■ **What this task involves**
Your reply should be only the number of lines in the records that contain the word "main".

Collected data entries
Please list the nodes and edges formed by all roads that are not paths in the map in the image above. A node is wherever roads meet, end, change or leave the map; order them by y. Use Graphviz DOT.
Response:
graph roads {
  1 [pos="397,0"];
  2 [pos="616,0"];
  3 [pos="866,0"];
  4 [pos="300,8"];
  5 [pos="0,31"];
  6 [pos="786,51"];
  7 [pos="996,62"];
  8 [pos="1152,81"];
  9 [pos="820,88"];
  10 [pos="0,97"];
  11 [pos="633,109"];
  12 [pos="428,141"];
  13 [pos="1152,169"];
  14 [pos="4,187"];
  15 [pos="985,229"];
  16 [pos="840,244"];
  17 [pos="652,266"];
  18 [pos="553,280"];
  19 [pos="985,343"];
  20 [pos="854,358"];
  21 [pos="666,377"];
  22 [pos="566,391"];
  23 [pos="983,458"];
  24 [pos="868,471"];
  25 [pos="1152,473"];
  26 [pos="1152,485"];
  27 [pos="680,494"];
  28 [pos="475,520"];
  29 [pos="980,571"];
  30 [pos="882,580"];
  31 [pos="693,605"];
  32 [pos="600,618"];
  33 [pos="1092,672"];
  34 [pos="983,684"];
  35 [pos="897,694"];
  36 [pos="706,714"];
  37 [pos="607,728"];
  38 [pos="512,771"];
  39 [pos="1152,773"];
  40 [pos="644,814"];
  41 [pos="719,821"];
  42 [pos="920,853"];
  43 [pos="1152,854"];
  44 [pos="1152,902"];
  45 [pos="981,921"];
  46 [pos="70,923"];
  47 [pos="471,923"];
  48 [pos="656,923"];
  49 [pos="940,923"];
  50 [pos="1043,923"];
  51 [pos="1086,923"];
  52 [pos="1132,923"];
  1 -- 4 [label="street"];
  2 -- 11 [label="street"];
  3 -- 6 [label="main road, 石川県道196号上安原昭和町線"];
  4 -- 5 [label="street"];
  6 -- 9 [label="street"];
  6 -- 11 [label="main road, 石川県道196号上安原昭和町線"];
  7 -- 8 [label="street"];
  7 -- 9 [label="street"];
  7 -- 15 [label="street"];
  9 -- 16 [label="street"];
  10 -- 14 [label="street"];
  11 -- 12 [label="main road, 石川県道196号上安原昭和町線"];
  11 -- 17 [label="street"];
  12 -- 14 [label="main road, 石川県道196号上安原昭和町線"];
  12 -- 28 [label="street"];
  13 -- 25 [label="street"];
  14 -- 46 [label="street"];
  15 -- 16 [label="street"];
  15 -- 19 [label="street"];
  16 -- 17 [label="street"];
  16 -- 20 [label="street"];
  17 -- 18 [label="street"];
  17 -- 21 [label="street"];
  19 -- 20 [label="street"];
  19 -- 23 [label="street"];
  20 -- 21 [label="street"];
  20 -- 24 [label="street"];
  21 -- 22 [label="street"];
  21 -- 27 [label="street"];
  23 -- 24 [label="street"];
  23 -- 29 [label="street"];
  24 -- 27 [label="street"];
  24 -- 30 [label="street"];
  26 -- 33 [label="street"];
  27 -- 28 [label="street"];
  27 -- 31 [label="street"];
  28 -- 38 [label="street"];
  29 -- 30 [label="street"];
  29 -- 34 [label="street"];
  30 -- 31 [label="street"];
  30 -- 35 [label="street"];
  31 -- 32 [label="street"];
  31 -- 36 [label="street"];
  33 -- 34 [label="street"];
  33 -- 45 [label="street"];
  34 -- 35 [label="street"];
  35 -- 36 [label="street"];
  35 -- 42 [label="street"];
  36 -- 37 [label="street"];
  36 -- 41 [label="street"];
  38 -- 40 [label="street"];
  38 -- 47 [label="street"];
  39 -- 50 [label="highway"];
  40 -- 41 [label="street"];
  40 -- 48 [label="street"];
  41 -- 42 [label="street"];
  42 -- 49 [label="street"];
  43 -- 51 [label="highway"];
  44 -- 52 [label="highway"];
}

■ **Answer for the task**
4